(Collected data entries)
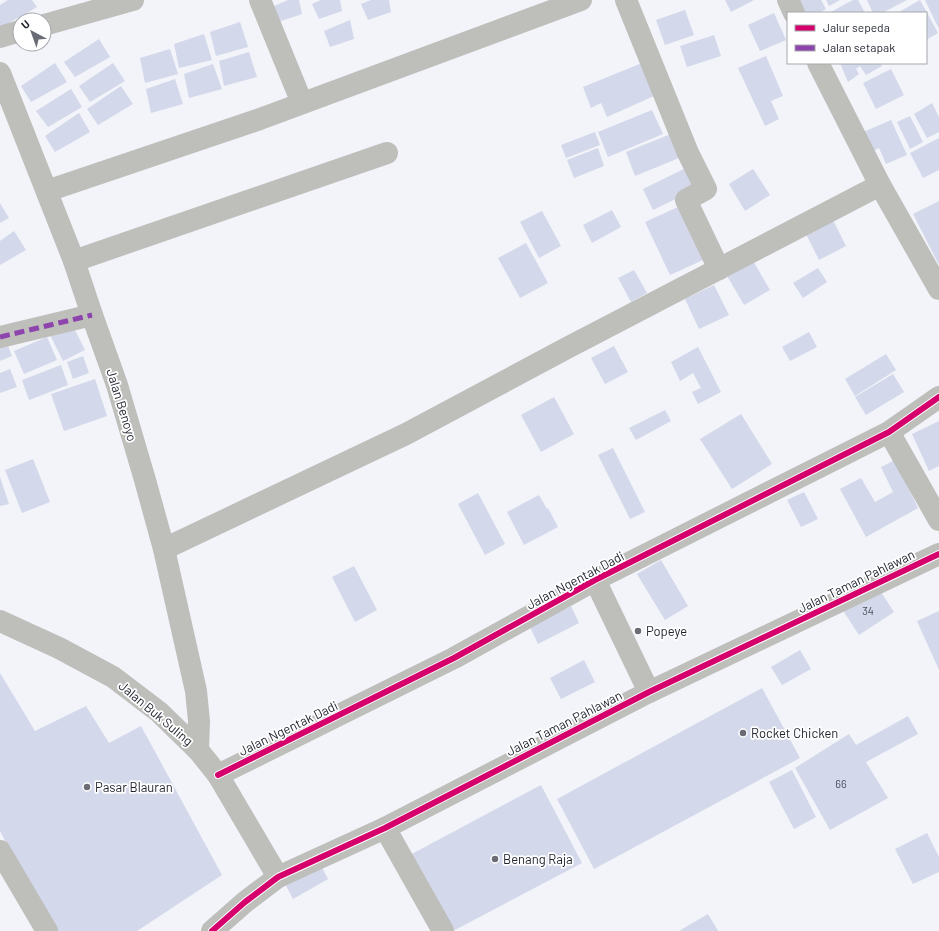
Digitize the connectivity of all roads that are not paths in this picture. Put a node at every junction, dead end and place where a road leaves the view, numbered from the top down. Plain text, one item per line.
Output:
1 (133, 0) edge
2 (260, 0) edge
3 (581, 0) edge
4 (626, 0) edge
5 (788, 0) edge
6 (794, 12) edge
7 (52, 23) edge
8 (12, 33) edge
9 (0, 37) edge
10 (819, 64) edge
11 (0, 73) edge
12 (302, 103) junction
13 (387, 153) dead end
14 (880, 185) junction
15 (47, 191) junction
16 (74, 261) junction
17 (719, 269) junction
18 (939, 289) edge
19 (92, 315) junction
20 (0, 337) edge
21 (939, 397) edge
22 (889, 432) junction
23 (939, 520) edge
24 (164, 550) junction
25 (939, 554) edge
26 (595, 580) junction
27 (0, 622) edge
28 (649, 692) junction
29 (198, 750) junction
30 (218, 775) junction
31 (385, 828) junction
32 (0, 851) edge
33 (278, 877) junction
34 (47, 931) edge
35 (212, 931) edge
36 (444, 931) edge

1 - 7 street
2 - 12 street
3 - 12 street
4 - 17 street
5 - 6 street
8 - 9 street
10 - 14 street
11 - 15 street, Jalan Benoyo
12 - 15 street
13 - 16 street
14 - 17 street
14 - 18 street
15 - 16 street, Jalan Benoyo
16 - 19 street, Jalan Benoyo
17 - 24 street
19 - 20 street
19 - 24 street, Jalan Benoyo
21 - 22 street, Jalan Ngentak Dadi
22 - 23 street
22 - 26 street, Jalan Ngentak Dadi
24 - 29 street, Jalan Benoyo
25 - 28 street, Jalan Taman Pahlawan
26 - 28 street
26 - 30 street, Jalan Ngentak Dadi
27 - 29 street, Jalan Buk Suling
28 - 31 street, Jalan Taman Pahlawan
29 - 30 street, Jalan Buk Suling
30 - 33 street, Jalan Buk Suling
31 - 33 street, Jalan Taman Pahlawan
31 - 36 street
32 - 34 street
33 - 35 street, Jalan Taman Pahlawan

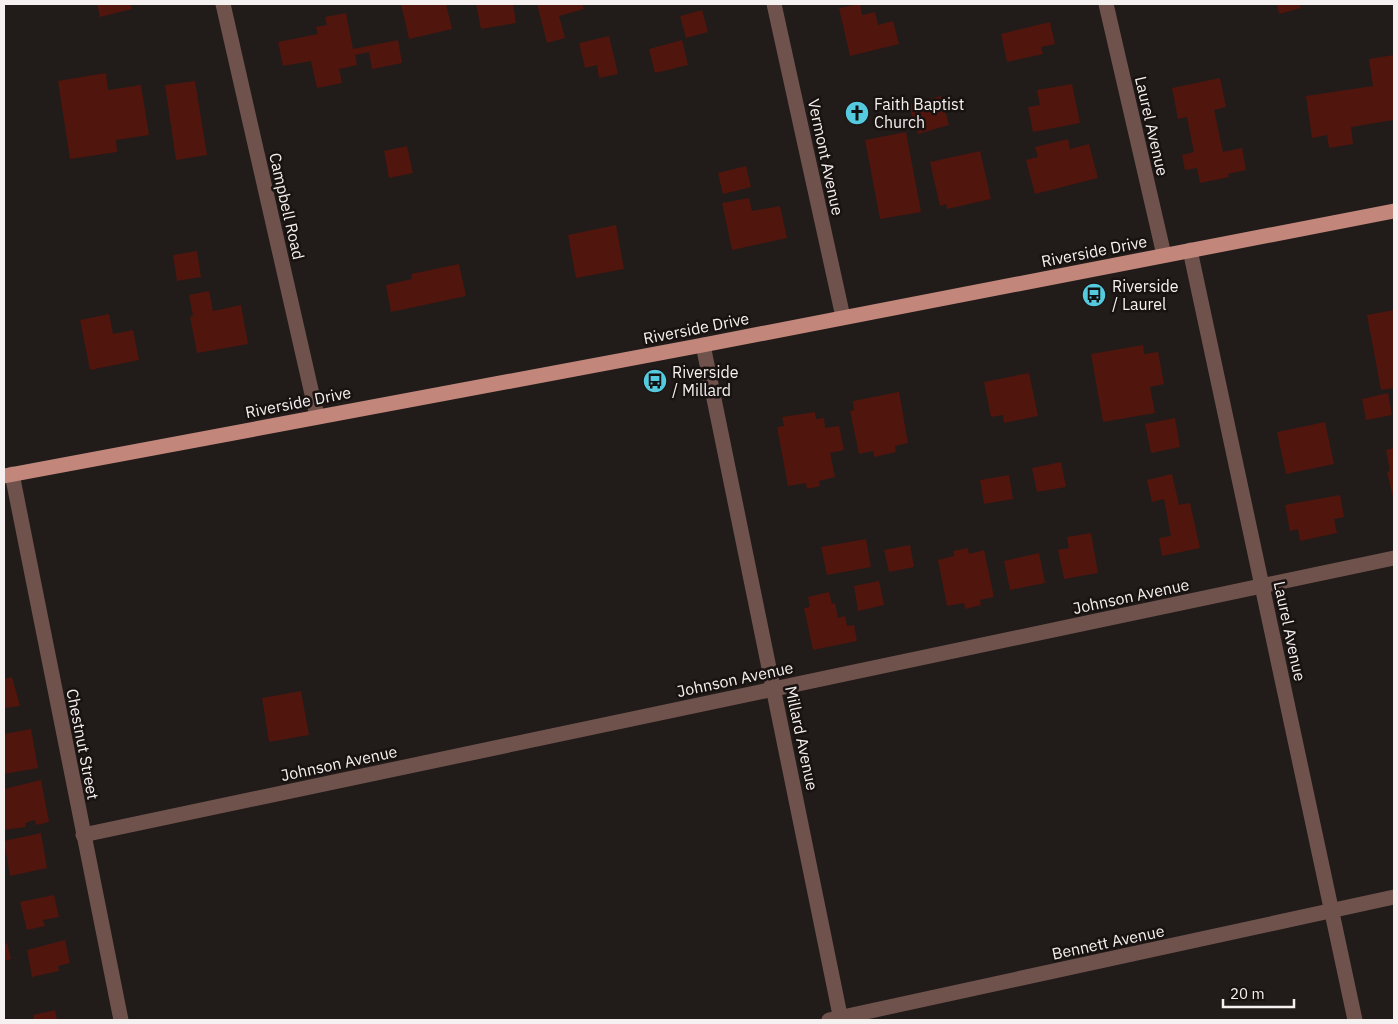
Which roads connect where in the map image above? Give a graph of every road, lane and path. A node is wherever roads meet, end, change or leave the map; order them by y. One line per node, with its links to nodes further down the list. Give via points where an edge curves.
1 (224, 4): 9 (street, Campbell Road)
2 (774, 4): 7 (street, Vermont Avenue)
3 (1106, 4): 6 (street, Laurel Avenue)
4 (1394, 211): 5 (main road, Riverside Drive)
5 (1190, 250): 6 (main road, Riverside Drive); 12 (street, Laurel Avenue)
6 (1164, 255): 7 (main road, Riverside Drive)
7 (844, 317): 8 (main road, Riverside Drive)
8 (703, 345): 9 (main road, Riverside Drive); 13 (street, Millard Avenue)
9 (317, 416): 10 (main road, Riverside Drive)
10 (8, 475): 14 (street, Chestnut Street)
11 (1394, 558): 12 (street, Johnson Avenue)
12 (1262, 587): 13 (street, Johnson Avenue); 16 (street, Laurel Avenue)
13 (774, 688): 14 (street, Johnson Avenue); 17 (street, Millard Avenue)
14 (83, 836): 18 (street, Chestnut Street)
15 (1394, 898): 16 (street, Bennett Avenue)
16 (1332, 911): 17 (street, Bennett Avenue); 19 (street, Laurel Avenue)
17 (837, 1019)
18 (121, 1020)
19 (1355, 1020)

TASK PROMPT
All of the records should be set down exactly, minus the pictures they hold.

RESPONSE TO THE EXERCISE
Digitize the connectivity of all roads that are not paths in this picture. Put a node at every junction, dead end and place where a road leaves the view, numbered from the top down. Plain text, one item per line.
Output:
1 (133, 0) edge
2 (260, 0) edge
3 (581, 0) edge
4 (626, 0) edge
5 (788, 0) edge
6 (794, 12) edge
7 (52, 23) edge
8 (12, 33) edge
9 (0, 37) edge
10 (819, 64) edge
11 (0, 73) edge
12 (302, 103) junction
13 (387, 153) dead end
14 (880, 185) junction
15 (47, 191) junction
16 (74, 261) junction
17 (719, 269) junction
18 (939, 289) edge
19 (92, 315) junction
20 (0, 337) edge
21 (939, 397) edge
22 (889, 432) junction
23 (939, 520) edge
24 (164, 550) junction
25 (939, 554) edge
26 (595, 580) junction
27 (0, 622) edge
28 (649, 692) junction
29 (198, 750) junction
30 (218, 775) junction
31 (385, 828) junction
32 (0, 851) edge
33 (278, 877) junction
34 (47, 931) edge
35 (212, 931) edge
36 (444, 931) edge

1 - 7 street
2 - 12 street
3 - 12 street
4 - 17 street
5 - 6 street
8 - 9 street
10 - 14 street
11 - 15 street, Jalan Benoyo
12 - 15 street
13 - 16 street
14 - 17 street
14 - 18 street
15 - 16 street, Jalan Benoyo
16 - 19 street, Jalan Benoyo
17 - 24 street
19 - 20 street
19 - 24 street, Jalan Benoyo
21 - 22 street, Jalan Ngentak Dadi
22 - 23 street
22 - 26 street, Jalan Ngentak Dadi
24 - 29 street, Jalan Benoyo
25 - 28 street, Jalan Taman Pahlawan
26 - 28 street
26 - 30 street, Jalan Ngentak Dadi
27 - 29 street, Jalan Buk Suling
28 - 31 street, Jalan Taman Pahlawan
29 - 30 street, Jalan Buk Suling
30 - 33 street, Jalan Buk Suling
31 - 33 street, Jalan Taman Pahlawan
31 - 36 street
32 - 34 street
33 - 35 street, Jalan Taman Pahlawan

Which roads connect where in the map image above? Give a graph of every road, lane and path. A node is wherever roads meet, end, change or leave the map; order them by y. One line per node, with its links to nodes further down the list. Give via points where an edge curves.
1 (224, 4): 9 (street, Campbell Road)
2 (774, 4): 7 (street, Vermont Avenue)
3 (1106, 4): 6 (street, Laurel Avenue)
4 (1394, 211): 5 (main road, Riverside Drive)
5 (1190, 250): 6 (main road, Riverside Drive); 12 (street, Laurel Avenue)
6 (1164, 255): 7 (main road, Riverside Drive)
7 (844, 317): 8 (main road, Riverside Drive)
8 (703, 345): 9 (main road, Riverside Drive); 13 (street, Millard Avenue)
9 (317, 416): 10 (main road, Riverside Drive)
10 (8, 475): 14 (street, Chestnut Street)
11 (1394, 558): 12 (street, Johnson Avenue)
12 (1262, 587): 13 (street, Johnson Avenue); 16 (street, Laurel Avenue)
13 (774, 688): 14 (street, Johnson Avenue); 17 (street, Millard Avenue)
14 (83, 836): 18 (street, Chestnut Street)
15 (1394, 898): 16 (street, Bennett Avenue)
16 (1332, 911): 17 (street, Bennett Avenue); 19 (street, Laurel Avenue)
17 (837, 1019)
18 (121, 1020)
19 (1355, 1020)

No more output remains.